WHAT NEEDS TO BE DONE:
From the material beneath, pull every line with the word "Shoppers".

::: GIVEN ENTRIES

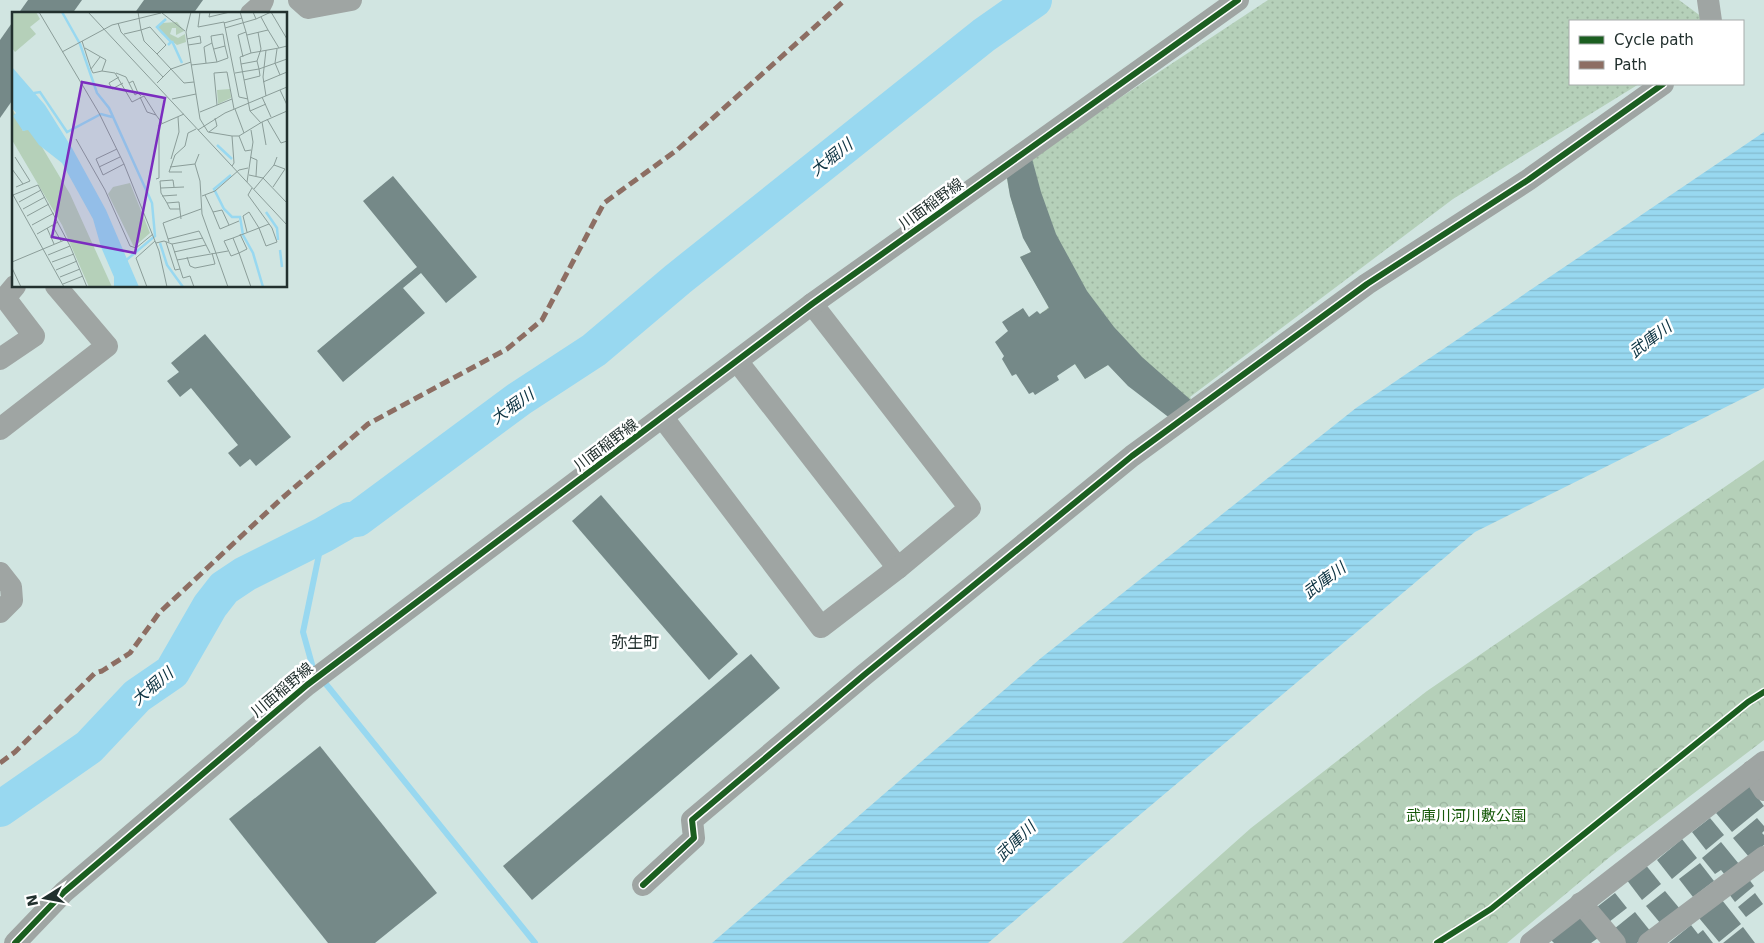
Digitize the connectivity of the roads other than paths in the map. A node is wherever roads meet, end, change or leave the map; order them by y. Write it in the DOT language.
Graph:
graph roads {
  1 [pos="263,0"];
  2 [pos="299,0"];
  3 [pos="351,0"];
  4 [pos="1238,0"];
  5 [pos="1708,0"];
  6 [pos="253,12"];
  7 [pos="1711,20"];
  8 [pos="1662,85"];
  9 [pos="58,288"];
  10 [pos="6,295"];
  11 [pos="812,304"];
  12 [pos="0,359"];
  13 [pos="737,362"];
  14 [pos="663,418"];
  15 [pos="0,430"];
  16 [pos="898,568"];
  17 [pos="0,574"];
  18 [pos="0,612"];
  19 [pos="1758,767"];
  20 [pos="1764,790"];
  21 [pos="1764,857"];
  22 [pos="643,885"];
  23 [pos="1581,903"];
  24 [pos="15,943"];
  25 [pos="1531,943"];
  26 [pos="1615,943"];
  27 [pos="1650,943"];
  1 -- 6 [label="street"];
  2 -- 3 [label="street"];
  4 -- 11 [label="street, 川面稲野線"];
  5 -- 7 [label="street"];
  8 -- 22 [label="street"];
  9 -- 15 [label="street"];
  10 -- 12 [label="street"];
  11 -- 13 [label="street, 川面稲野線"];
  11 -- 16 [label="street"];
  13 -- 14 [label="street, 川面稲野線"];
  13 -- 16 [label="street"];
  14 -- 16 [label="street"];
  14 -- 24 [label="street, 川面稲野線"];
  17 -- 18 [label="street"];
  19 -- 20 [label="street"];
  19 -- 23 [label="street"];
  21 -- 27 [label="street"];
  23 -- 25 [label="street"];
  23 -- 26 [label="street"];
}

::::::
::: GIVEN ENTRIES

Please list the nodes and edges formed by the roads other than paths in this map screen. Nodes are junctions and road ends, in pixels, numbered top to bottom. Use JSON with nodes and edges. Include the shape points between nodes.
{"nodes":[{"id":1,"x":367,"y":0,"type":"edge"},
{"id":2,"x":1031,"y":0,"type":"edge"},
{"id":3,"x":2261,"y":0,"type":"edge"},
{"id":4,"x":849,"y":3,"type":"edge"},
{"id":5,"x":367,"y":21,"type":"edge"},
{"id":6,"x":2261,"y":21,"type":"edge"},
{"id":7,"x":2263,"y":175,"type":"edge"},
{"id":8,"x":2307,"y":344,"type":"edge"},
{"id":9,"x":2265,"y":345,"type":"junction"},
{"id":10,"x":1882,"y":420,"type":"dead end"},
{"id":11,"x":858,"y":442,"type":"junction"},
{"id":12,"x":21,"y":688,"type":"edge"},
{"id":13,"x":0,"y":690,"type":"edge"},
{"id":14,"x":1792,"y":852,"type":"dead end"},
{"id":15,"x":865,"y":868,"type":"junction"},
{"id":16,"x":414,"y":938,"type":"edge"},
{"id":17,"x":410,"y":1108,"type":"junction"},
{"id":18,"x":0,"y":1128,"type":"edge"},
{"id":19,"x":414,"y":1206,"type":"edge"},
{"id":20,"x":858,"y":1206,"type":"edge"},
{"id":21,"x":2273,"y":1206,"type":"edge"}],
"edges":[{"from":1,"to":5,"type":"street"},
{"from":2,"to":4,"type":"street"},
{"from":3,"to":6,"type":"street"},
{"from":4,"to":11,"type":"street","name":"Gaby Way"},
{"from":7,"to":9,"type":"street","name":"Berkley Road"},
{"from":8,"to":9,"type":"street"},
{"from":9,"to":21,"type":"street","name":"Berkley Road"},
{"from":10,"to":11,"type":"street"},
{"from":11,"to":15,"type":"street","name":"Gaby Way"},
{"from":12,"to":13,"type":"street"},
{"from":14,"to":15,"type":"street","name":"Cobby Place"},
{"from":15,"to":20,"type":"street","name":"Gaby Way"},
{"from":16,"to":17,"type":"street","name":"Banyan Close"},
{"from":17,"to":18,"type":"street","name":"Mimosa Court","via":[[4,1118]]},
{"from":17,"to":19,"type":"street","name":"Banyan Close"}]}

::::::
::: GIVEN ENTRIES

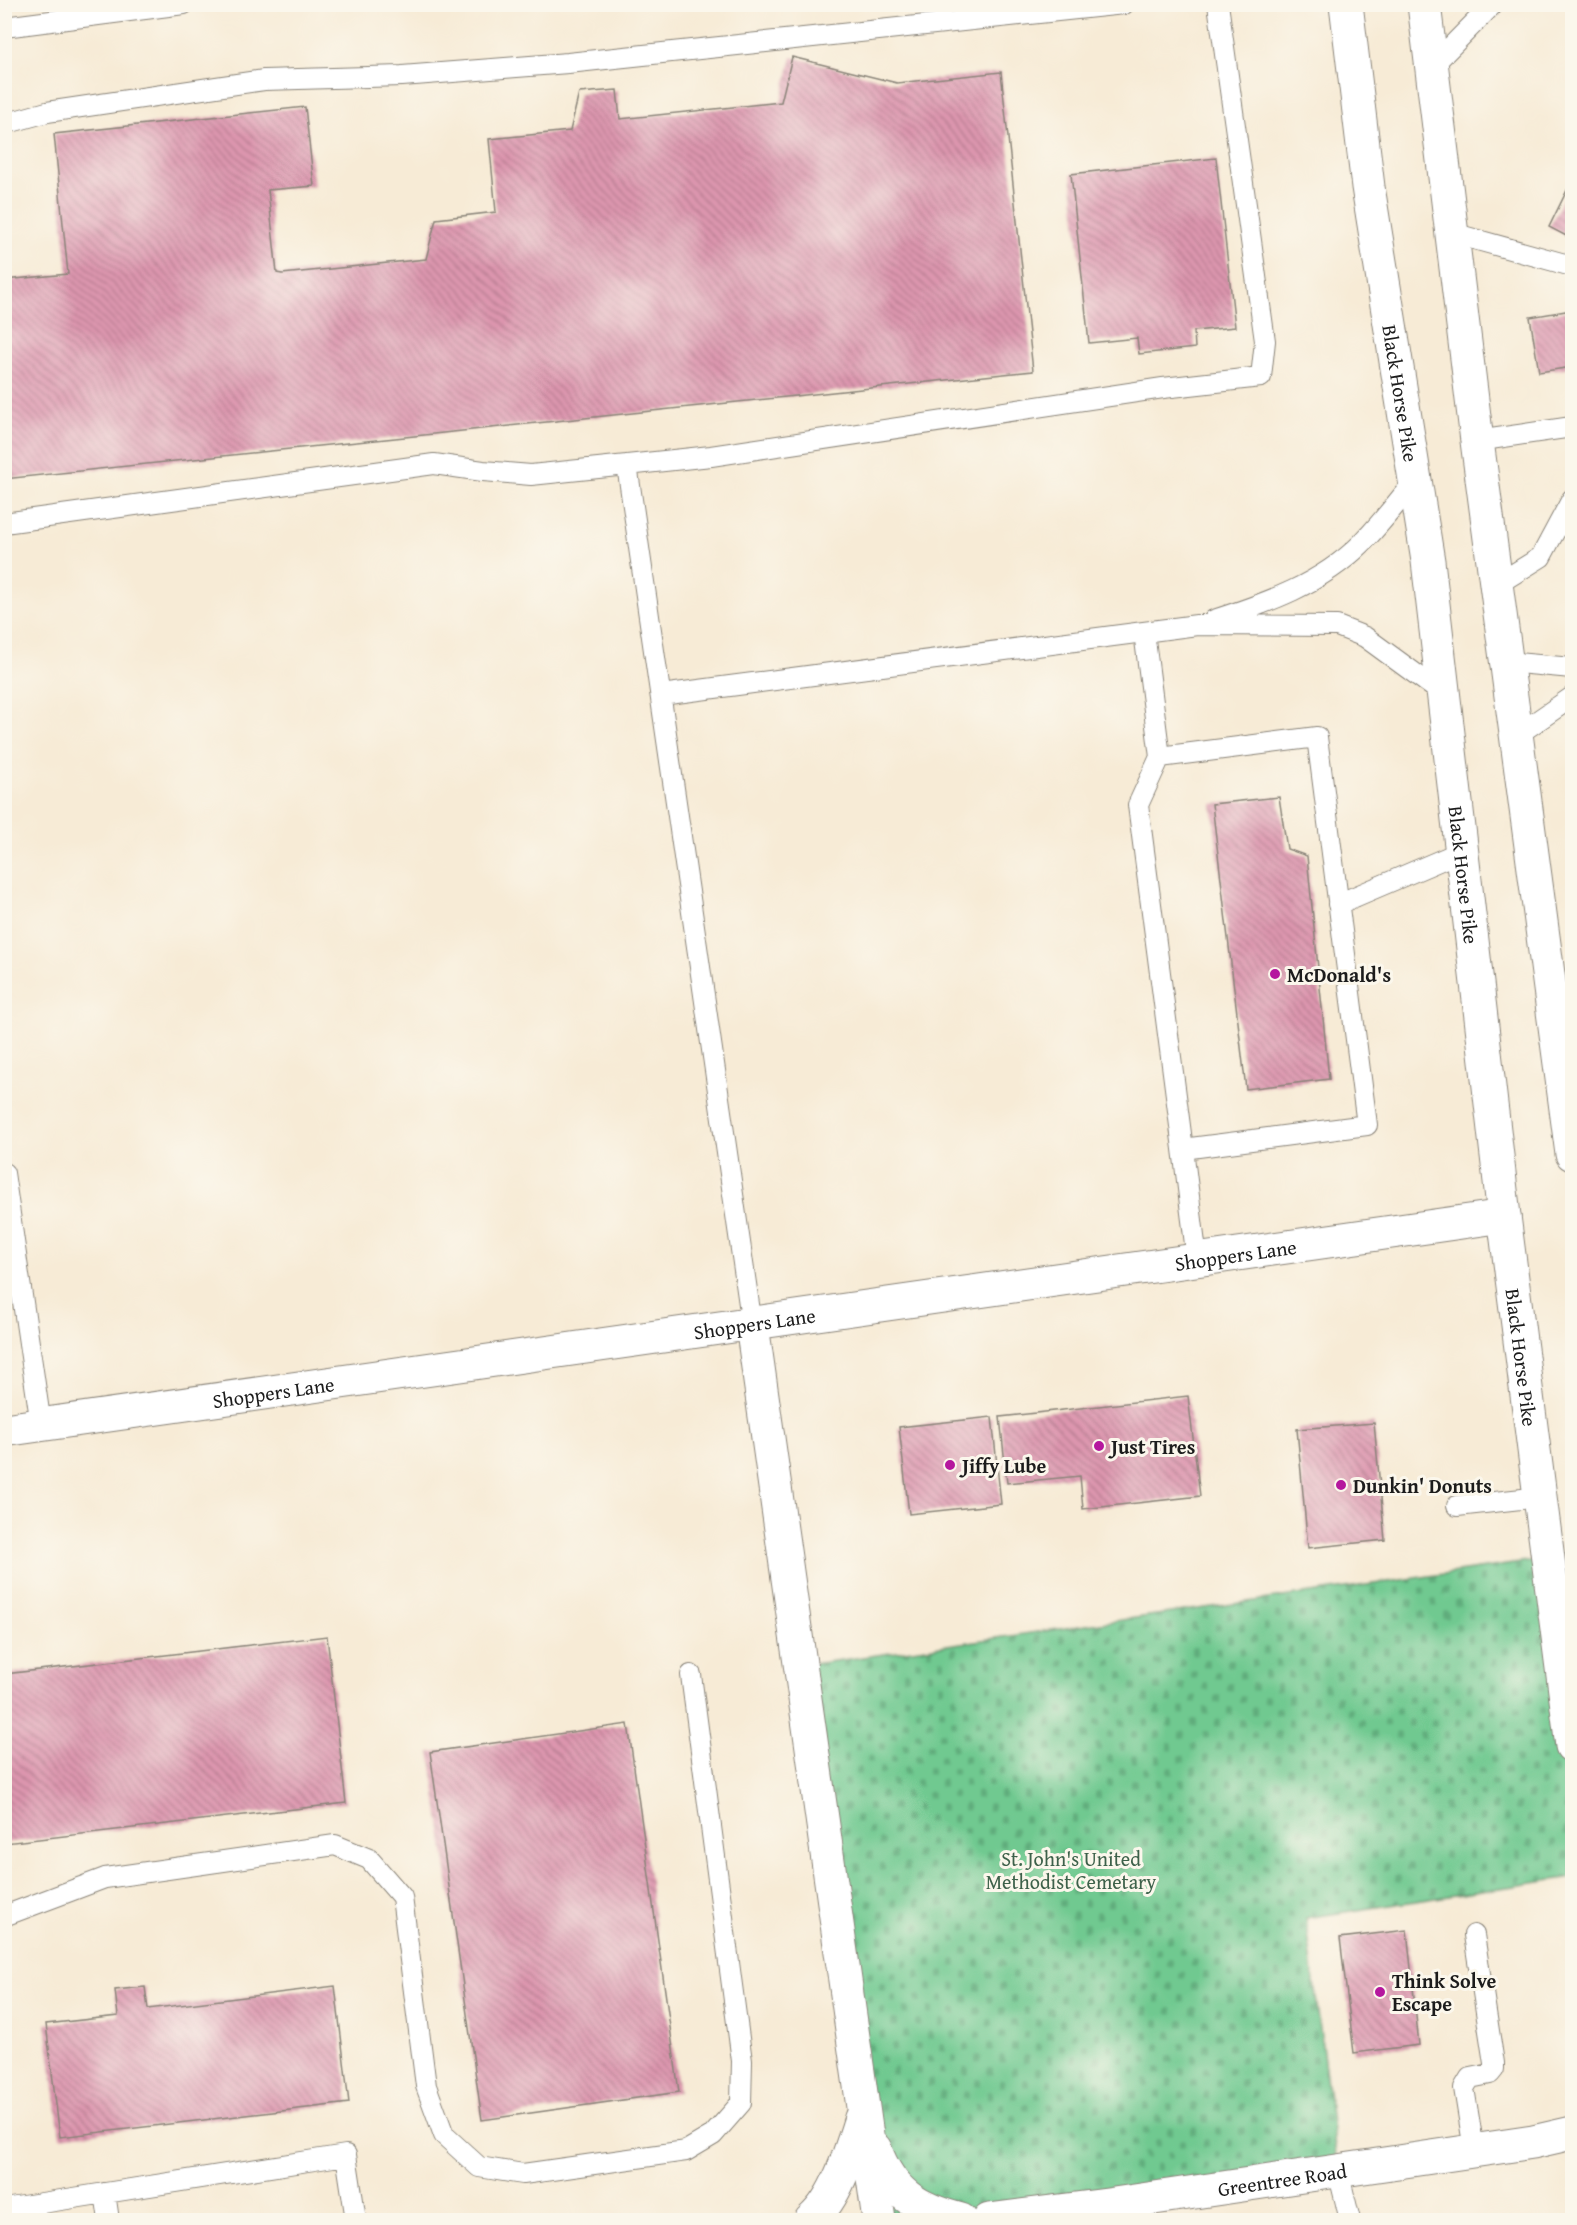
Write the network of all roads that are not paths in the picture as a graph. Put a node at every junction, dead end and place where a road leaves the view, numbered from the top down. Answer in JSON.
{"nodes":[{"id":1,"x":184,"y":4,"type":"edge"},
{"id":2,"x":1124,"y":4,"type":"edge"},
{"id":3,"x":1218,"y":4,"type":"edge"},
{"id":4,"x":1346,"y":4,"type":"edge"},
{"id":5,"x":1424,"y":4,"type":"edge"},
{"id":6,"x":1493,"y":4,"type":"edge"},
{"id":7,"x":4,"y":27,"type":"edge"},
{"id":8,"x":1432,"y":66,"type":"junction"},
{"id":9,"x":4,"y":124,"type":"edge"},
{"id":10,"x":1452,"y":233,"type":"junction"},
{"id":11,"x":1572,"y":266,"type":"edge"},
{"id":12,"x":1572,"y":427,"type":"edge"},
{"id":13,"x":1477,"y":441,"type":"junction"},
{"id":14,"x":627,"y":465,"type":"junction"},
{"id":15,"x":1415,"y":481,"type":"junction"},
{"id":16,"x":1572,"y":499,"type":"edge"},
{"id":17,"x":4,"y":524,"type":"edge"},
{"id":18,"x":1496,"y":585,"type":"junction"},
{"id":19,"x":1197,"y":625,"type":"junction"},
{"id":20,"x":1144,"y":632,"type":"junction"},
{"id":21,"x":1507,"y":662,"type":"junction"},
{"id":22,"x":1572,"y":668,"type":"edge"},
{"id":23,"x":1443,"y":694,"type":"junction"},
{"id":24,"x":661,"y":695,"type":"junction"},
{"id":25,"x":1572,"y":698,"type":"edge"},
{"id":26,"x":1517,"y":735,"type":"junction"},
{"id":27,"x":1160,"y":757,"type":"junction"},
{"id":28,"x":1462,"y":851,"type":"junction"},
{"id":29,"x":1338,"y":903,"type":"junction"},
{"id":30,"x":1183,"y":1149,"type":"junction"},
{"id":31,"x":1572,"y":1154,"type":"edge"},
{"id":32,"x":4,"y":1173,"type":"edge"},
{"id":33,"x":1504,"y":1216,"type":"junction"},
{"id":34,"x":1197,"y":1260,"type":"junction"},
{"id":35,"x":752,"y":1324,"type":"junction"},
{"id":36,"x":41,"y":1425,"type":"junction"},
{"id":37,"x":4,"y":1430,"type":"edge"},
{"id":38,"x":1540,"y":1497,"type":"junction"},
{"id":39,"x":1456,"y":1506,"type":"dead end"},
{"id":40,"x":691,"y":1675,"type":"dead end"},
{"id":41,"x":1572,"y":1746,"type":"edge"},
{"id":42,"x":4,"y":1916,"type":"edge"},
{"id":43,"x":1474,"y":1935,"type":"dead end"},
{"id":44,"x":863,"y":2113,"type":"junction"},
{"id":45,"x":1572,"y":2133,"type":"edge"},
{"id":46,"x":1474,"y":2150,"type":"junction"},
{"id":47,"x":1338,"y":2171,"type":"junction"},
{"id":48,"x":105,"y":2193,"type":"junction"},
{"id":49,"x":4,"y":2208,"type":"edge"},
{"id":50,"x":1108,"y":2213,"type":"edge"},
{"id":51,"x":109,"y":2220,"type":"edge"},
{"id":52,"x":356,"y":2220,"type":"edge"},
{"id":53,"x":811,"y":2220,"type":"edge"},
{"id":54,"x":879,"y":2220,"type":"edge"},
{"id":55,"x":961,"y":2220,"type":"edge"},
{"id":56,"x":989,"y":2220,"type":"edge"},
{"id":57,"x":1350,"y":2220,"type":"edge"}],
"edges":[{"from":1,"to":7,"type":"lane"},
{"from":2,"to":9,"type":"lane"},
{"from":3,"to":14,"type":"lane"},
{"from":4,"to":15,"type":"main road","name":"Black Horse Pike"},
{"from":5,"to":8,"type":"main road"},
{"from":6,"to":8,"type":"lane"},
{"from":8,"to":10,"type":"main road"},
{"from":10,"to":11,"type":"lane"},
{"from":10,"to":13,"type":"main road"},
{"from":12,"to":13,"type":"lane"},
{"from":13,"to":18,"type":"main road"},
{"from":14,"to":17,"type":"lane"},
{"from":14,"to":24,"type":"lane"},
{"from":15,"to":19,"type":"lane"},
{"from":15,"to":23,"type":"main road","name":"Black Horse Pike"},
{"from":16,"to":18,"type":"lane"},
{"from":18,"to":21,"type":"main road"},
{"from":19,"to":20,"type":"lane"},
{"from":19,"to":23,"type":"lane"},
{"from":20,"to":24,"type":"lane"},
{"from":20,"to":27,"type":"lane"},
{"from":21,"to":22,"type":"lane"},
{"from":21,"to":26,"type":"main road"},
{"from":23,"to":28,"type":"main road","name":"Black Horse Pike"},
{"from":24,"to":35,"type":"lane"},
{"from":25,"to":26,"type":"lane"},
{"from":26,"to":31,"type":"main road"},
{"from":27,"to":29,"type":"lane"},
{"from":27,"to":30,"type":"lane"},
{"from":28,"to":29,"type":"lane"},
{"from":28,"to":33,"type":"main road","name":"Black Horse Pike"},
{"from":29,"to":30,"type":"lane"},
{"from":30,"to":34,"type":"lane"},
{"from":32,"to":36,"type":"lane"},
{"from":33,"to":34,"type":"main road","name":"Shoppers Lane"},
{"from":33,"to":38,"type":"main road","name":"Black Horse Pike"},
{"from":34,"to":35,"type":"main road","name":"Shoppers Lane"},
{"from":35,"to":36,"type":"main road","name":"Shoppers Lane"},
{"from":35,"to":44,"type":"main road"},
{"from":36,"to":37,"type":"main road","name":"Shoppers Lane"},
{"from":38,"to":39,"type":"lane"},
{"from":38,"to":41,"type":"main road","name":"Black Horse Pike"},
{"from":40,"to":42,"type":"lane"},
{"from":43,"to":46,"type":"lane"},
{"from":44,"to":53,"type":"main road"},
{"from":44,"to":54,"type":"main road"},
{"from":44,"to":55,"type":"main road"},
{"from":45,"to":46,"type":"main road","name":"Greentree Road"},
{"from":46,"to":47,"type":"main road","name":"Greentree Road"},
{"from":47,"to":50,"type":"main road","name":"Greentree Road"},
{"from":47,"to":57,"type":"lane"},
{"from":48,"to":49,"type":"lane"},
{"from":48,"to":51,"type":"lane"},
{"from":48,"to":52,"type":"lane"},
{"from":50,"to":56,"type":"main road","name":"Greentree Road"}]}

::::::

YOUR RESPONSE:
{"from":33,"to":34,"type":"main road","name":"Shoppers Lane"},
{"from":34,"to":35,"type":"main road","name":"Shoppers Lane"},
{"from":35,"to":36,"type":"main road","name":"Shoppers Lane"},
{"from":36,"to":37,"type":"main road","name":"Shoppers Lane"},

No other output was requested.